**Exercise description**
What lines in the material hold the string "graph"? Copy out each of them.

**Task material**

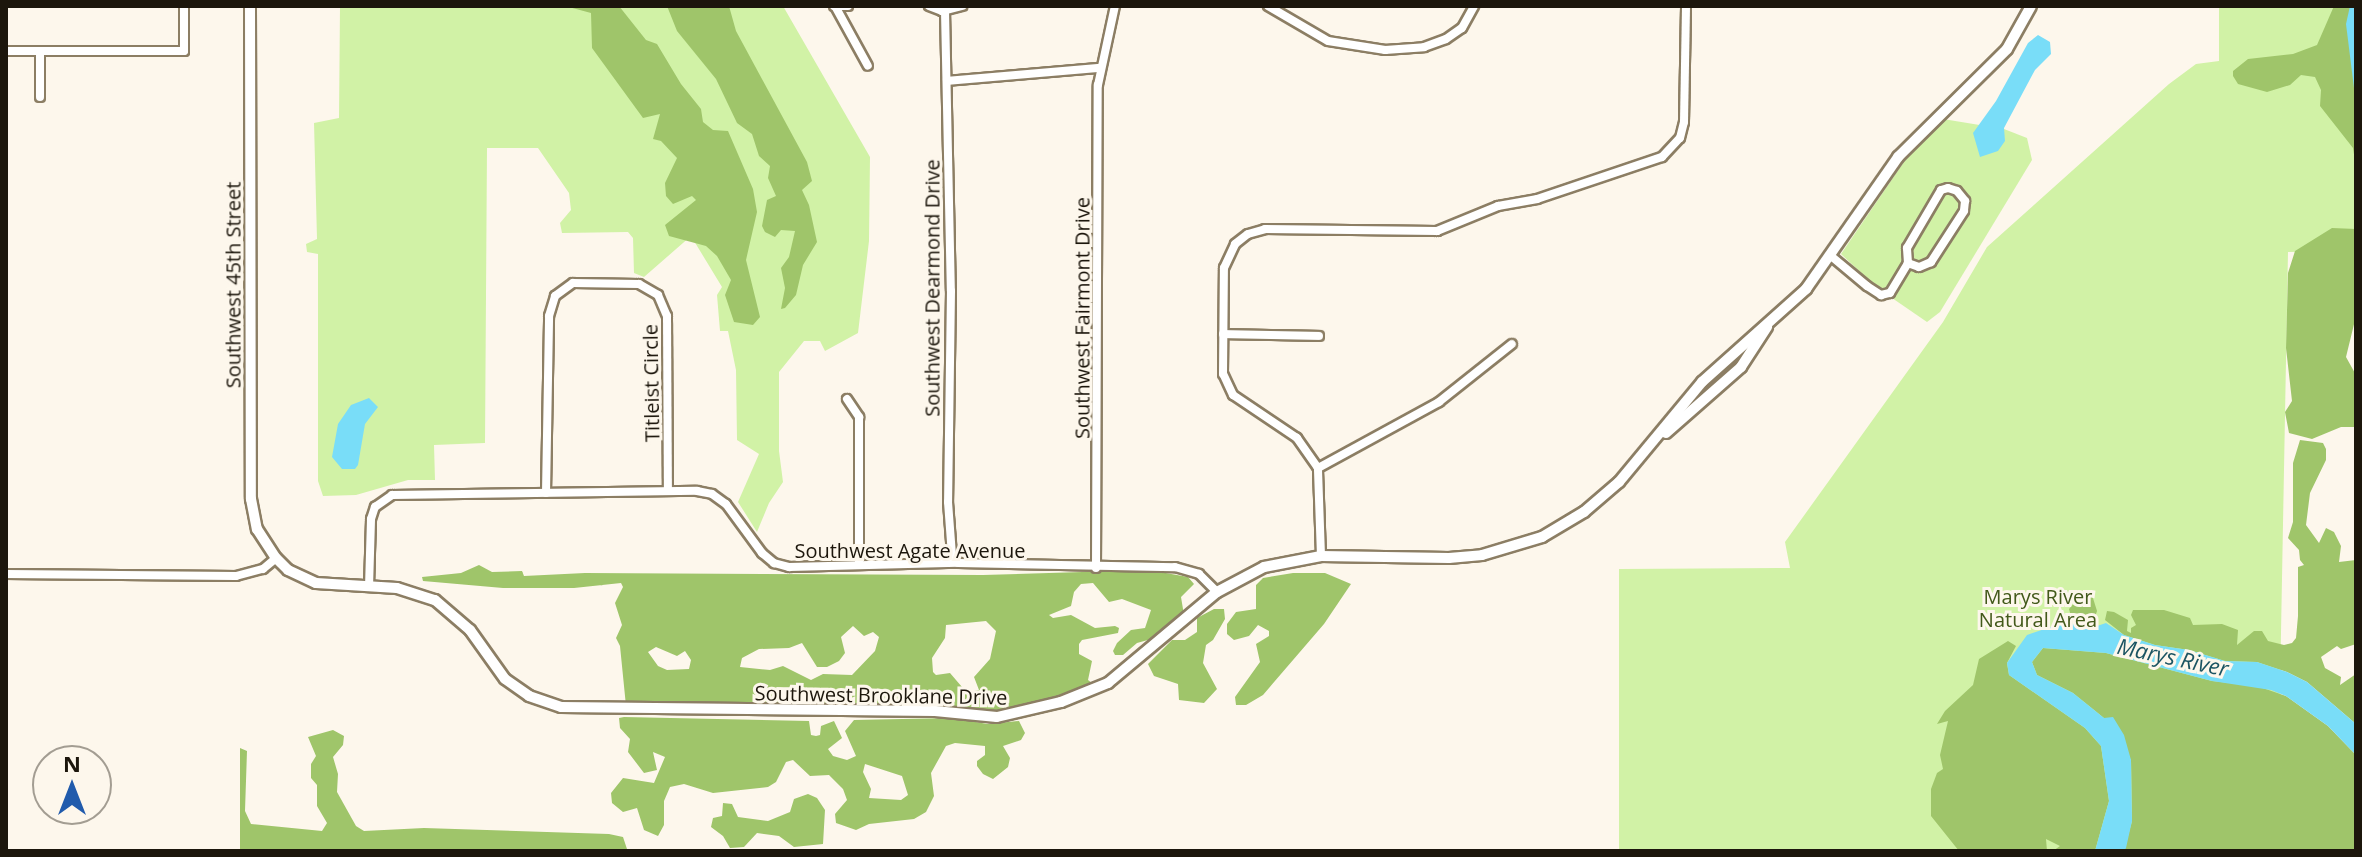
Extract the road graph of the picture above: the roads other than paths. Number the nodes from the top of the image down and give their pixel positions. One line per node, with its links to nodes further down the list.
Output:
1 (184, 6): 14 (street)
2 (250, 6): 31 (street, Southwest 45th Street)
3 (834, 6): 4 (street); 15 (street)
4 (848, 6)
5 (929, 6): 12 (street)
6 (962, 6): 12 (street)
7 (1115, 6): 16 (street, Southwest Fairmont Drive)
8 (1268, 6): 9 (street)
9 (1474, 6)
10 (1686, 6): 22 (street)
11 (2031, 6): 19 (street, Southwest Brooklane Drive)
12 (945, 11): 17 (street, Southwest Dearmond Drive)
13 (6, 51): 14 (street)
14 (40, 51): 18 (street)
15 (868, 66)
16 (1099, 68): 17 (street); 34 (street, Southwest Fairmont Drive)
17 (947, 81): 32 (street, Southwest Dearmond Drive)
18 (40, 97)
19 (1831, 256): 20 (street); 21 (street, Southwest Brooklane Drive)
20 (1908, 263): 20 (street)
21 (1768, 326): 26 (street, Southwest Brooklane Drive); 26 (street, Southwest Brooklane Drive)
22 (1223, 334): 23 (street); 27 (street)
23 (1319, 336)
24 (1512, 344): 27 (street)
25 (847, 399): 33 (street)
26 (1649, 447): 30 (street, Southwest Brooklane Drive)
27 (1318, 468): 30 (street)
28 (668, 491): 29 (street, Southwest Agate Avenue); 29 (street, Titleist Circle); 33 (street, Southwest Agate Avenue)
29 (546, 493): 36 (street, Southwest Agate Avenue)
30 (1321, 556): 37 (street, Southwest Brooklane Drive)
31 (276, 558): 35 (street); 36 (street, Southwest Brooklane Drive)
32 (958, 563): 33 (street, Southwest Agate Avenue); 34 (street, Southwest Agate Avenue)
33 (859, 565)
34 (1096, 568): 37 (street, Southwest Agate Avenue)
35 (6, 574)
36 (369, 587): 37 (street, Southwest Brooklane Drive)
37 (1217, 592)

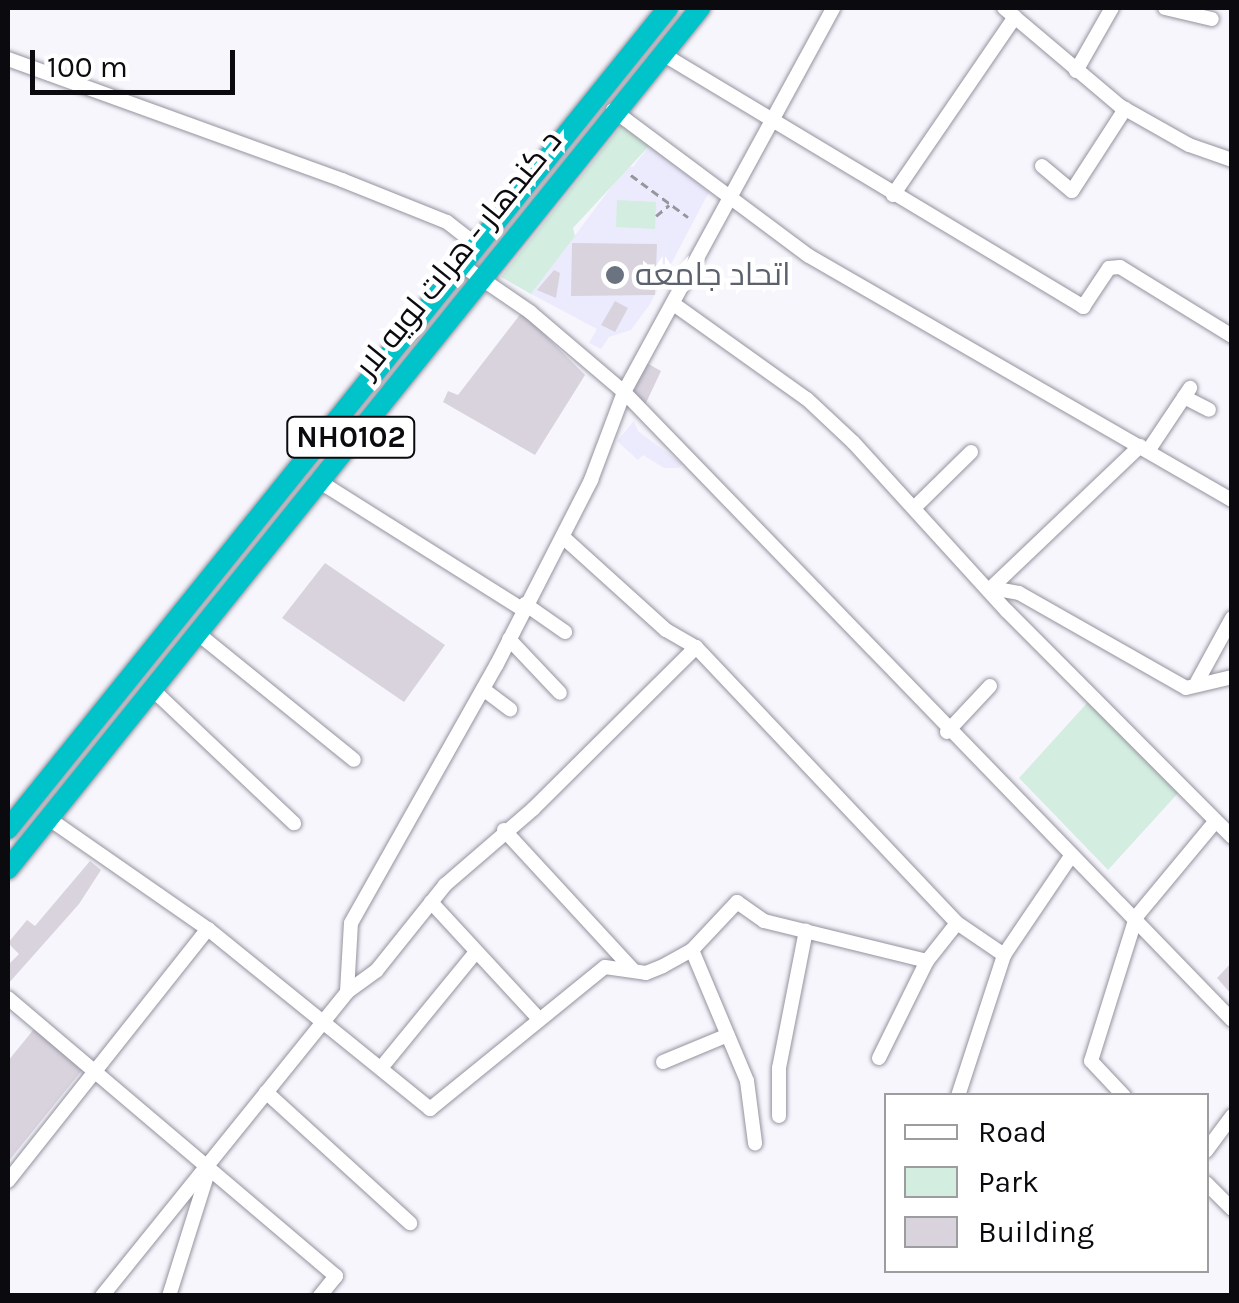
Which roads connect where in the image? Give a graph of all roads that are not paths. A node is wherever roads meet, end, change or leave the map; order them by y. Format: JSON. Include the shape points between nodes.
{"nodes":[{"id":1,"x":668,"y":8,"type":"edge"},
{"id":2,"x":700,"y":8,"type":"edge"},
{"id":3,"x":833,"y":8,"type":"edge"},
{"id":4,"x":1112,"y":8,"type":"edge"},
{"id":5,"x":1165,"y":8,"type":"edge"},
{"id":6,"x":1010,"y":12,"type":"edge"},
{"id":7,"x":1212,"y":20,"type":"dead end"},
{"id":8,"x":661,"y":53,"type":"junction"},
{"id":9,"x":8,"y":59,"type":"edge"},
{"id":10,"x":1076,"y":70,"type":"junction"},
{"id":11,"x":613,"y":110,"type":"junction"},
{"id":12,"x":1125,"y":110,"type":"junction"},
{"id":13,"x":773,"y":120,"type":"junction"},
{"id":14,"x":1232,"y":160,"type":"edge"},
{"id":15,"x":1042,"y":166,"type":"dead end"},
{"id":16,"x":893,"y":195,"type":"junction"},
{"id":17,"x":731,"y":197,"type":"junction"},
{"id":18,"x":476,"y":245,"type":"junction"},
{"id":19,"x":460,"y":264,"type":"junction"},
{"id":20,"x":478,"y":277,"type":"junction"},
{"id":21,"x":675,"y":305,"type":"junction"},
{"id":22,"x":1232,"y":336,"type":"edge"},
{"id":23,"x":624,"y":392,"type":"junction"},
{"id":24,"x":1210,"y":410,"type":"dead end"},
{"id":25,"x":1144,"y":449,"type":"junction"},
{"id":26,"x":971,"y":452,"type":"dead end"},
{"id":27,"x":317,"y":480,"type":"junction"},
{"id":28,"x":1232,"y":500,"type":"edge"},
{"id":29,"x":914,"y":508,"type":"junction"},
{"id":30,"x":562,"y":537,"type":"junction"},
{"id":31,"x":992,"y":588,"type":"junction"},
{"id":32,"x":524,"y":606,"type":"junction"},
{"id":33,"x":1232,"y":618,"type":"edge"},
{"id":34,"x":196,"y":632,"type":"junction"},
{"id":35,"x":565,"y":632,"type":"dead end"},
{"id":36,"x":508,"y":639,"type":"junction"},
{"id":37,"x":696,"y":647,"type":"junction"},
{"id":38,"x":1232,"y":677,"type":"edge"},
{"id":39,"x":1197,"y":682,"type":"junction"},
{"id":40,"x":990,"y":686,"type":"dead end"},
{"id":41,"x":152,"y":688,"type":"junction"},
{"id":42,"x":483,"y":689,"type":"junction"},
{"id":43,"x":560,"y":693,"type":"dead end"},
{"id":44,"x":510,"y":708,"type":"dead end"},
{"id":45,"x":947,"y":732,"type":"junction"},
{"id":46,"x":354,"y":760,"type":"dead end"},
{"id":47,"x":48,"y":818,"type":"junction"},
{"id":48,"x":294,"y":822,"type":"dead end"},
{"id":49,"x":1214,"y":822,"type":"junction"},
{"id":50,"x":8,"y":829,"type":"edge"},
{"id":51,"x":504,"y":830,"type":"junction"},
{"id":52,"x":1232,"y":836,"type":"edge"},
{"id":53,"x":1070,"y":858,"type":"junction"},
{"id":54,"x":8,"y":869,"type":"edge"},
{"id":55,"x":432,"y":902,"type":"junction"},
{"id":56,"x":1136,"y":918,"type":"junction"},
{"id":57,"x":957,"y":923,"type":"junction"},
{"id":58,"x":208,"y":928,"type":"junction"},
{"id":59,"x":806,"y":931,"type":"junction"},
{"id":60,"x":692,"y":950,"type":"junction"},
{"id":61,"x":476,"y":952,"type":"junction"},
{"id":62,"x":1004,"y":955,"type":"junction"},
{"id":63,"x":927,"y":961,"type":"junction"},
{"id":64,"x":633,"y":970,"type":"junction"},
{"id":65,"x":346,"y":992,"type":"junction"},
{"id":66,"x":8,"y":998,"type":"edge"},
{"id":67,"x":538,"y":1018,"type":"junction"},
{"id":68,"x":323,"y":1019,"type":"junction"},
{"id":69,"x":1232,"y":1020,"type":"edge"},
{"id":70,"x":728,"y":1035,"type":"junction"},
{"id":71,"x":879,"y":1058,"type":"dead end"},
{"id":72,"x":663,"y":1062,"type":"dead end"},
{"id":73,"x":381,"y":1068,"type":"junction"},
{"id":74,"x":100,"y":1072,"type":"junction"},
{"id":75,"x":266,"y":1092,"type":"junction"},
{"id":76,"x":959,"y":1093,"type":"edge"},
{"id":77,"x":1121,"y":1093,"type":"edge"},
{"id":78,"x":779,"y":1116,"type":"dead end"},
{"id":79,"x":1232,"y":1116,"type":"edge"},
{"id":80,"x":755,"y":1142,"type":"dead end"},
{"id":81,"x":1209,"y":1147,"type":"edge"},
{"id":82,"x":210,"y":1164,"type":"junction"},
{"id":83,"x":8,"y":1180,"type":"edge"},
{"id":84,"x":1209,"y":1186,"type":"edge"},
{"id":85,"x":1232,"y":1208,"type":"edge"},
{"id":86,"x":410,"y":1223,"type":"dead end"},
{"id":87,"x":102,"y":1296,"type":"edge"},
{"id":88,"x":169,"y":1296,"type":"edge"},
{"id":89,"x":320,"y":1296,"type":"edge"}],
"edges":[{"from":1,"to":18,"type":"highway","name":"د کندهار - هرات لويه لار","number":"NH0102"},
{"from":2,"to":8,"type":"highway","name":"د کندهار - هرات لويه لار","number":"NH0102"},
{"from":3,"to":13,"type":"street"},
{"from":4,"to":10,"type":"street"},
{"from":5,"to":7,"type":"street"},
{"from":6,"to":10,"type":"street"},
{"from":6,"to":16,"type":"street"},
{"from":8,"to":11,"type":"highway","name":"د کندهار - هرات لويه لار","number":"NH0102"},
{"from":8,"to":13,"type":"street"},
{"from":9,"to":18,"type":"street","via":[[342,180],[447,222]]},
{"from":10,"to":12,"type":"street"},
{"from":11,"to":17,"type":"street"},
{"from":11,"to":20,"type":"highway","name":"د کندهار - هرات لويه لار","number":"NH0102"},
{"from":12,"to":14,"type":"street","via":[[1188,145]]},
{"from":12,"to":15,"type":"street","via":[[1072,191]]},
{"from":13,"to":16,"type":"street"},
{"from":13,"to":17,"type":"street"},
{"from":16,"to":22,"type":"street","via":[[1083,306],[1109,268],[1120,267]]},
{"from":17,"to":21,"type":"street"},
{"from":17,"to":25,"type":"street","via":[[808,256]]},
{"from":18,"to":19,"type":"highway","name":"د کندهار - هرات لويه لار","number":"NH0102"},
{"from":19,"to":20,"type":"street"},
{"from":19,"to":50,"type":"highway","name":"د کندهار - هرات لويه لار","number":"NH0102"},
{"from":20,"to":23,"type":"street"},
{"from":20,"to":27,"type":"highway","name":"د کندهار - هرات لويه لار","number":"NH0102"},
{"from":21,"to":23,"type":"street"},
{"from":21,"to":29,"type":"street","via":[[807,400]]},
{"from":23,"to":30,"type":"street"},
{"from":23,"to":45,"type":"street"},
{"from":24,"to":25,"type":"street","via":[[1187,392]]},
{"from":25,"to":28,"type":"street"},
{"from":25,"to":31,"type":"street"},
{"from":26,"to":29,"type":"street"},
{"from":27,"to":32,"type":"street"},
{"from":27,"to":34,"type":"highway","name":"د کندهار - هرات لويه لار","number":"NH0102"},
{"from":29,"to":31,"type":"street"},
{"from":30,"to":32,"type":"street"},
{"from":30,"to":37,"type":"street","via":[[666,630]]},
{"from":31,"to":39,"type":"street","via":[[1020,593],[1186,688]]},
{"from":31,"to":49,"type":"street"},
{"from":32,"to":35,"type":"street"},
{"from":32,"to":36,"type":"street"},
{"from":33,"to":39,"type":"street"},
{"from":34,"to":41,"type":"highway","name":"د کندهار - هرات لويه لار","number":"NH0102"},
{"from":34,"to":46,"type":"street"},
{"from":36,"to":42,"type":"street"},
{"from":36,"to":43,"type":"street"},
{"from":37,"to":51,"type":"street"},
{"from":37,"to":57,"type":"street"},
{"from":38,"to":39,"type":"street"},
{"from":40,"to":45,"type":"street"},
{"from":41,"to":47,"type":"highway","name":"د کندهار - هرات لويه لار","number":"NH0102"},
{"from":41,"to":48,"type":"street"},
{"from":42,"to":44,"type":"street"},
{"from":42,"to":65,"type":"street","via":[[351,923]]},
{"from":45,"to":53,"type":"street"},
{"from":47,"to":54,"type":"highway","name":"د کندهار - هرات لويه لار","number":"NH0102"},
{"from":47,"to":58,"type":"street"},
{"from":49,"to":52,"type":"street"},
{"from":49,"to":56,"type":"street"},
{"from":51,"to":55,"type":"street"},
{"from":51,"to":64,"type":"street"},
{"from":53,"to":56,"type":"street"},
{"from":53,"to":62,"type":"street"},
{"from":55,"to":61,"type":"street"},
{"from":55,"to":65,"type":"street","via":[[377,970]]},
{"from":56,"to":69,"type":"street"},
{"from":56,"to":77,"type":"street","via":[[1092,1061]]},
{"from":57,"to":62,"type":"street"},
{"from":57,"to":63,"type":"street"},
{"from":58,"to":68,"type":"street"},
{"from":58,"to":74,"type":"street"},
{"from":59,"to":60,"type":"street","via":[[764,921],[737,902]]},
{"from":59,"to":63,"type":"street"},
{"from":59,"to":78,"type":"street","via":[[778,1068]]},
{"from":60,"to":64,"type":"street","via":[[646,973]]},
{"from":60,"to":70,"type":"street"},
{"from":61,"to":67,"type":"street"},
{"from":61,"to":73,"type":"street"},
{"from":62,"to":76,"type":"street"},
{"from":63,"to":71,"type":"street"},
{"from":64,"to":67,"type":"street","via":[[605,968]]},
{"from":65,"to":68,"type":"street"},
{"from":66,"to":74,"type":"street"},
{"from":67,"to":73,"type":"street","via":[[430,1109]]},
{"from":68,"to":73,"type":"street"},
{"from":68,"to":75,"type":"street"},
{"from":70,"to":72,"type":"street"},
{"from":70,"to":80,"type":"street","via":[[747,1082]]},
{"from":74,"to":82,"type":"street"},
{"from":74,"to":83,"type":"street"},
{"from":75,"to":82,"type":"street"},
{"from":75,"to":86,"type":"street"},
{"from":79,"to":81,"type":"street"},
{"from":82,"to":87,"type":"street"},
{"from":82,"to":88,"type":"street"},
{"from":82,"to":89,"type":"street","via":[[336,1276]]},
{"from":84,"to":85,"type":"street"}]}
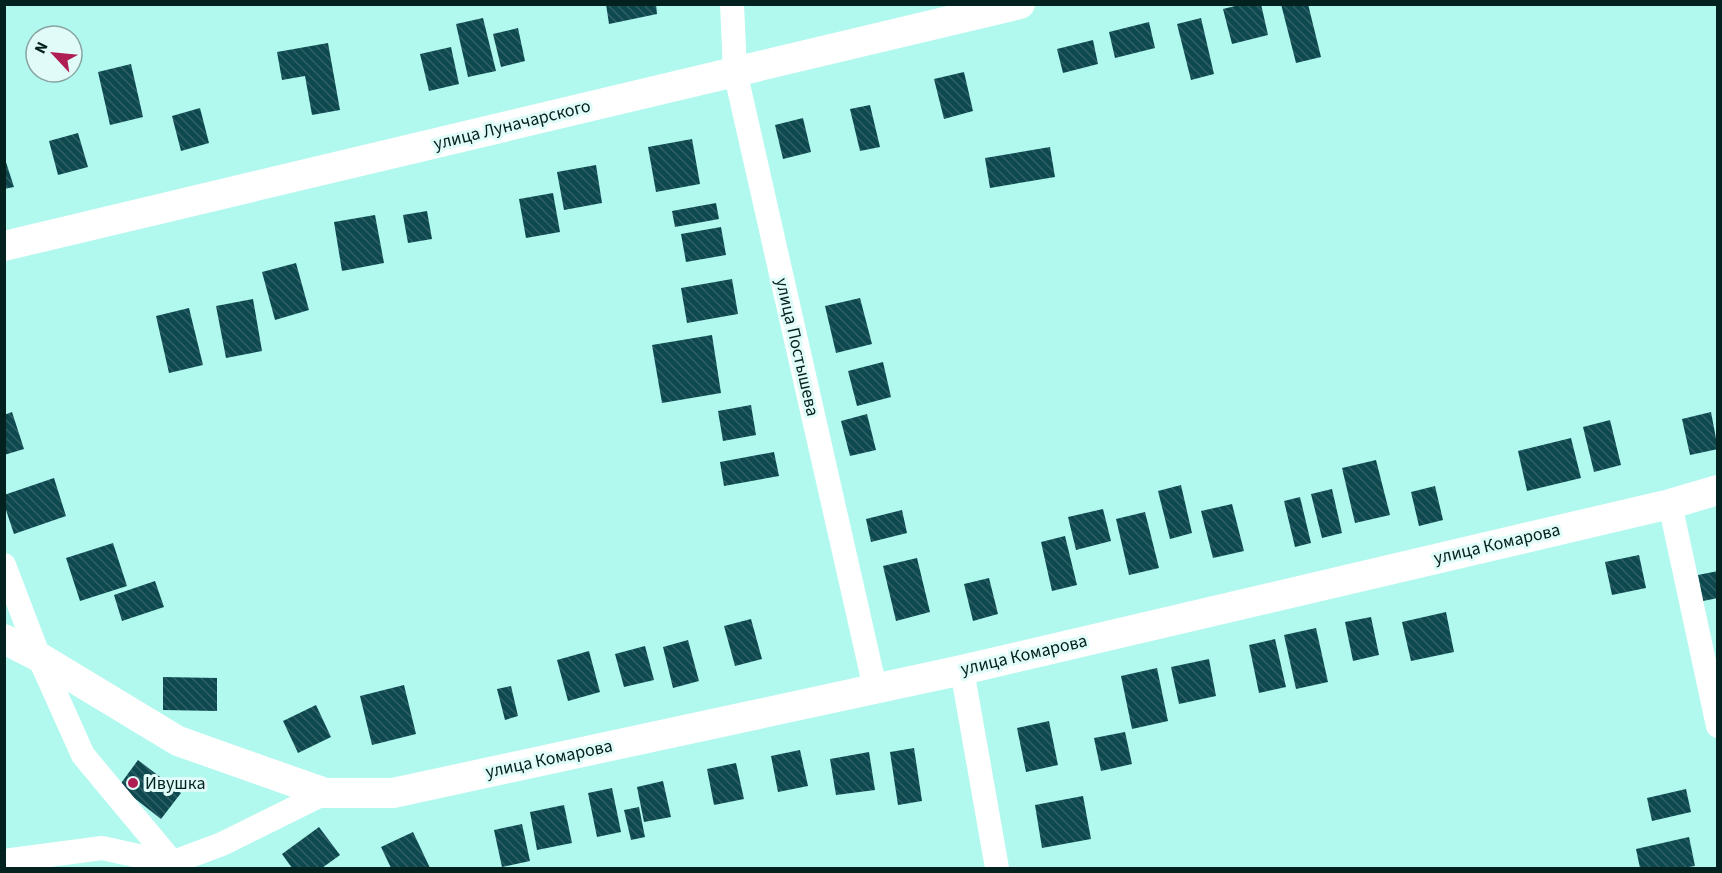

**Answer to the problem**
Extract the road graph of the picture above: the roads other than paths. Number the nodes from the top of the image down and give their pixel positions. One line per node, with its links to nodes further down the list.
Which roads connect where in the image? Give a graph of all roads that are not paths. A node is wherever roads meet, end, change or leave the map; order them by y. Format: JSON. Include the shape points between nodes.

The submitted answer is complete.